Good evening ladies! Has it really been so long since I’ve posted? For those of you who have been asking, I’m terribly sorry for the disappearance act. Since I announced my pregnancy, it seems every thing that happens is urgent, everything is pressing, and nothing can be turned down. I have a terrible time saying no to my family and friends, and the fact is that I know full well that in the next month or two, I won’t want to leave the house at all.

If there is a wedding happening more than two weeks from now or a barbecue happening and the host lives more than two hours away from me, I will not be able to be there from now until Thanksgiving. I am entering month seven, and because it is summer, everyone has brought fish home from the lake and everyone is drinking beer to excess. Meanwhile, my stomach and I are at war with my last surviving pair of maternity jeans, and all I want to do is get some sleep. The little soccer diva inside kicked me so hard tonight that Tabi felt it while sitting with me before bed. The look on her face was priceless! It was a cross between “What was that?” and “Oh no, you did NOT just try to make ME move.”

I have no idea how to explain to my daughter, whose speech is still mostly unintelligible, that she is going to be a sister, or what that even means. Don’t get me wrong. She understands a great deal. When I ask her to bring me a book, she brings me books, when I ask her if she wants “nomnoms” she goes straight to her high chair, and talking about her stuffed monkey, whose name is Squeak, elicits a series of monkey-like squeals from her. But there is nothing in her vocabulary that I can use to prepare her for what is getting ready to happen.

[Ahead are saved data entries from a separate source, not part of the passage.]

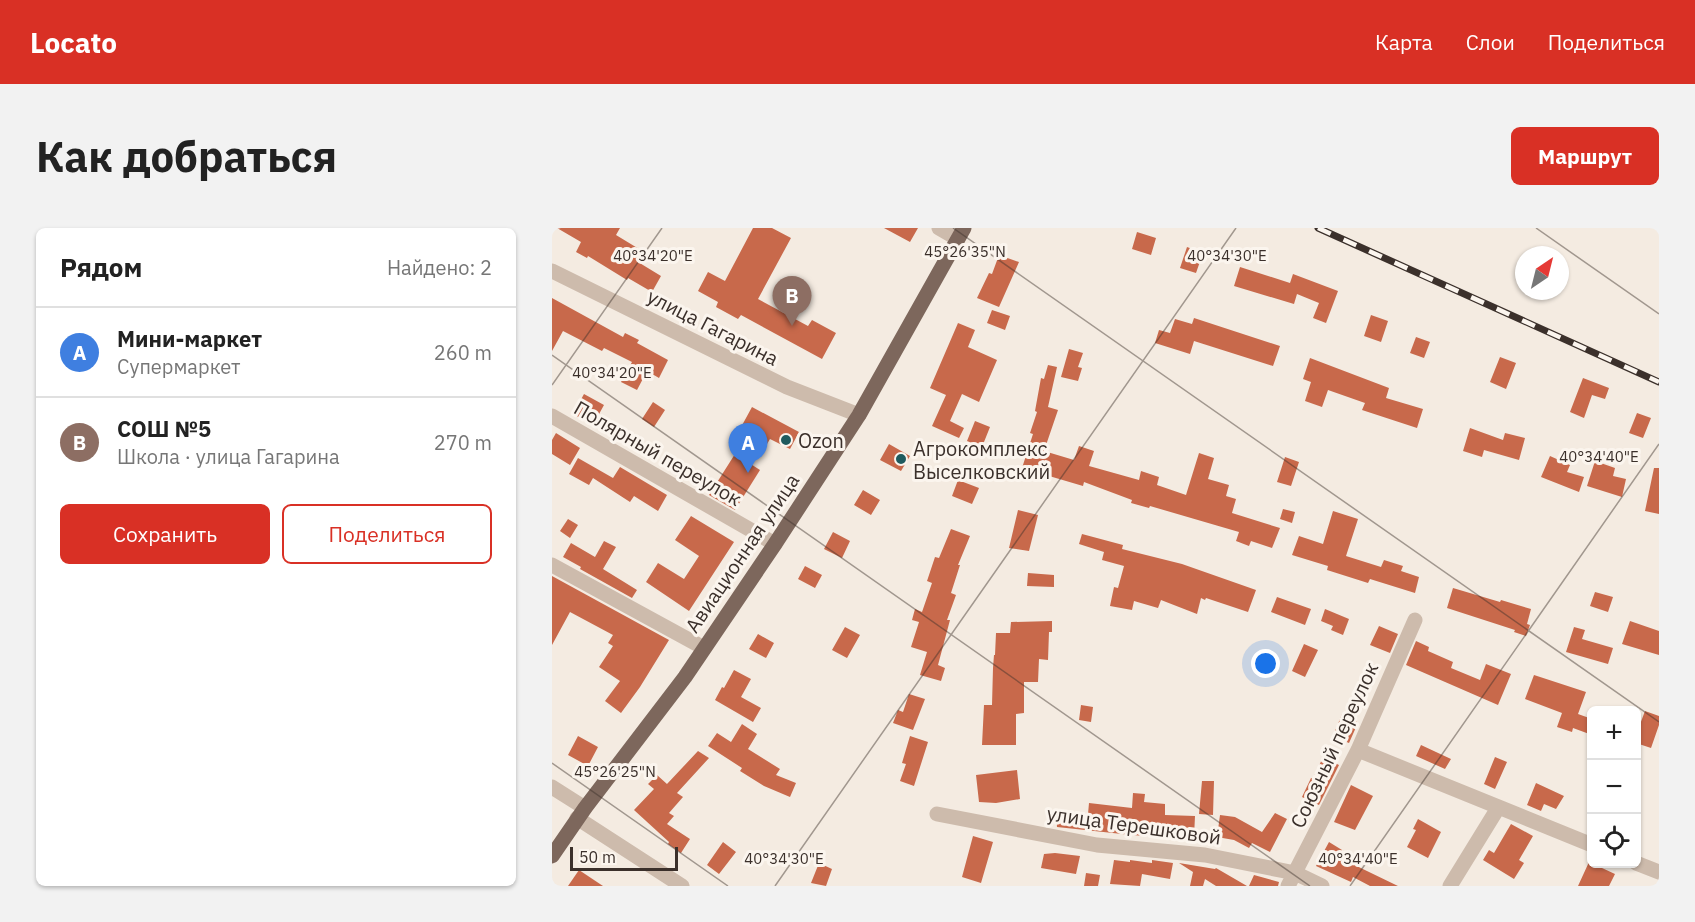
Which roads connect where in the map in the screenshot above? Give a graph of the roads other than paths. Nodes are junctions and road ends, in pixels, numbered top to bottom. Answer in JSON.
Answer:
{"nodes":[{"id":1,"x":939,"y":228,"type":"edge"},
{"id":2,"x":961,"y":233,"type":"edge"},
{"id":3,"x":552,"y":271,"type":"edge"},
{"id":4,"x":859,"y":414,"type":"junction"},
{"id":5,"x":552,"y":416,"type":"edge"},
{"id":6,"x":775,"y":544,"type":"junction"},
{"id":7,"x":552,"y":565,"type":"edge"},
{"id":8,"x":1415,"y":620,"type":"dead end"},
{"id":9,"x":704,"y":648,"type":"junction"},
{"id":10,"x":1358,"y":750,"type":"junction"},
{"id":11,"x":552,"y":787,"type":"edge"},
{"id":12,"x":1498,"y":808,"type":"junction"},
{"id":13,"x":581,"y":813,"type":"junction"},
{"id":14,"x":937,"y":814,"type":"dead end"},
{"id":15,"x":1587,"y":843,"type":"edge"},
{"id":16,"x":552,"y":856,"type":"edge"},
{"id":17,"x":1641,"y":865,"type":"edge"},
{"id":18,"x":1659,"y":872,"type":"edge"},
{"id":19,"x":1291,"y":880,"type":"edge"},
{"id":20,"x":682,"y":886,"type":"edge"},
{"id":21,"x":1322,"y":886,"type":"edge"},
{"id":22,"x":1450,"y":886,"type":"edge"}],
"edges":[{"from":1,"to":2,"type":"street"},
{"from":2,"to":4,"type":"main road","name":"Авиационная улица"},
{"from":3,"to":4,"type":"street","name":"улица Гагарина"},
{"from":4,"to":6,"type":"main road","name":"Авиационная улица"},
{"from":5,"to":6,"type":"street","name":"Полярный переулок"},
{"from":6,"to":9,"type":"main road","name":"Авиационная улица"},
{"from":7,"to":9,"type":"street"},
{"from":8,"to":10,"type":"street","name":"Союзный переулок"},
{"from":9,"to":13,"type":"main road","name":"Авиационная улица"},
{"from":10,"to":12,"type":"street"},
{"from":10,"to":19,"type":"street","name":"Союзный переулок"},
{"from":11,"to":13,"type":"street"},
{"from":12,"to":15,"type":"street"},
{"from":12,"to":22,"type":"street"},
{"from":13,"to":16,"type":"main road","name":"Авиационная улица"},
{"from":13,"to":20,"type":"street"},
{"from":14,"to":19,"type":"street","name":"улица Терешковой"},
{"from":17,"to":18,"type":"street"},
{"from":19,"to":21,"type":"street","name":"улица Терешковой"}]}
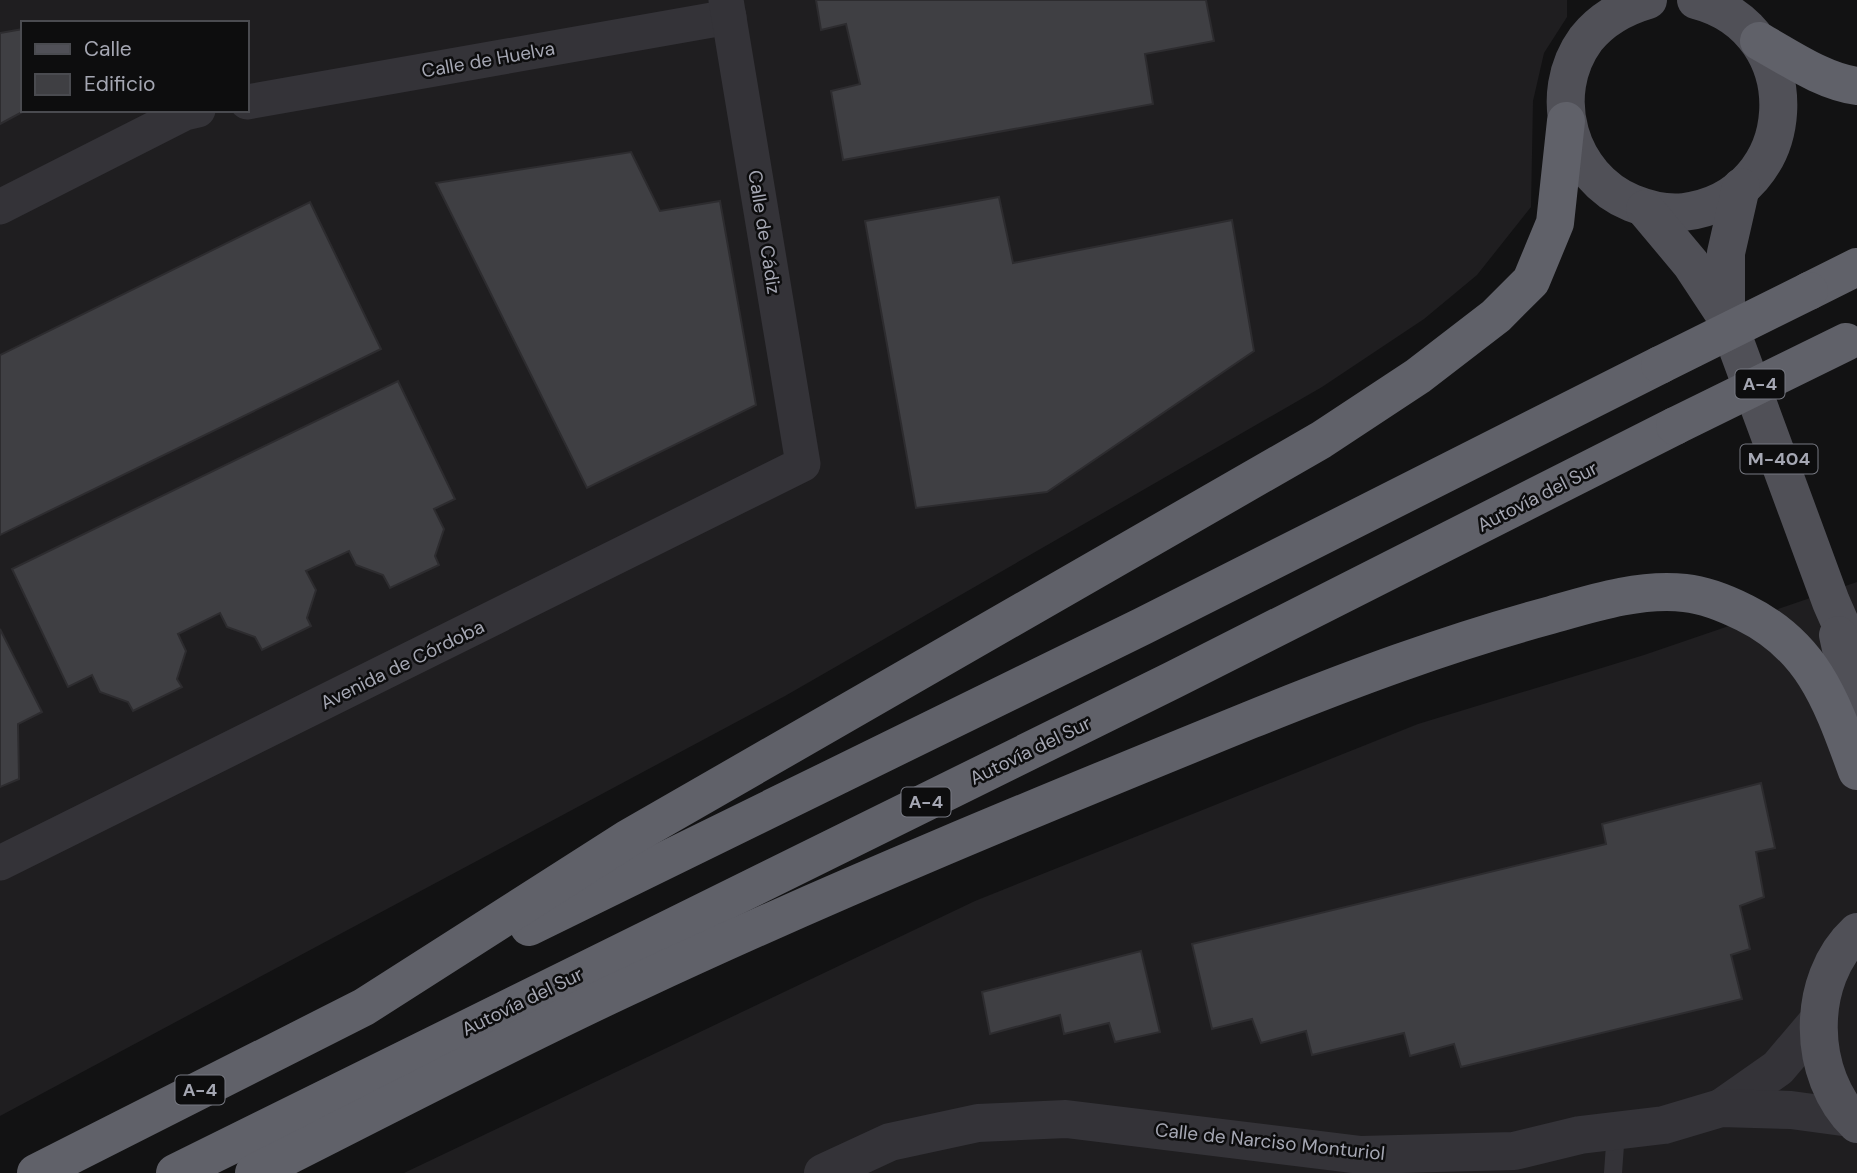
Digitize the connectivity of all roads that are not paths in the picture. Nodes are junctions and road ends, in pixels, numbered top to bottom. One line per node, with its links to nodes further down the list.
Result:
1 (1589, 0): 5 (main road, M-404)
2 (1648, 0): 5 (main road, M-404)
3 (1696, 0): 6 (main road, M-404)
4 (727, 8): 8 (street, Calle de Huelva); 17 (street, Calle de Cádiz)
5 (1587, 39): 10 (main road, M-404)
6 (1759, 41): 7 (highway); 11 (main road, M-404)
7 (1857, 86)
8 (248, 102)
9 (189, 112): 12 (street)
10 (1566, 121): 13 (main road, M-404); 24 (highway)
11 (1741, 187): 13 (main road, M-404); 15 (main road, M-404)
12 (0, 207)
13 (1645, 209): 15 (main road, M-404)
14 (1857, 267): 24 (highway, A-4, bridge)
15 (1726, 317): 18 (main road, M-404)
16 (1852, 339): 32 (highway, Autovía del Sur / A-4, bridge)
17 (803, 464): 22 (street, Avenida de Córdoba)
18 (1831, 602): 19 (main road, M-404); 20 (main road, M-404)
19 (1857, 661)
20 (1857, 722)
21 (1857, 771): 33 (highway)
22 (0, 863)
23 (1856, 928): 25 (main road)
24 (364, 1007): 31 (highway, A-4)
25 (1818, 1021): 26 (street, Calle de Narciso Monturiol); 27 (main road)
26 (1721, 1108): 27 (street, Calle de Narciso Monturiol); 28 (street, Calle de Narciso Monturiol)
27 (1854, 1121)
28 (1616, 1131): 30 (street, Calle de Narciso Monturiol); 35 (lane)
29 (1393, 1163): 30 (street, Calle de Narciso Monturiol); 34 (street, Calle de Narciso Monturiol)
30 (1466, 1163)
31 (36, 1173)
32 (175, 1173)
33 (254, 1173)
34 (823, 1173)
35 (1613, 1173)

Things are going to change drastically in our family dynamic soon and the stress of even the thought of it is only slightly alleviated by the fact that my husband has finally graduated and is now home more in the evenings. I reassure myself that my daughter is more like her father than me, and for that she is more easygoing, adaptable, and less high-strung. Still, I dread the mandatory 3 day stay in the hospital after childbirth, and as I can barely stay a day or two ahead on processing down to mushy gummable chunks all the table food Tabi eats, I worry how she will fare in my absence. I definitely need to stay home more. There’s too much to do.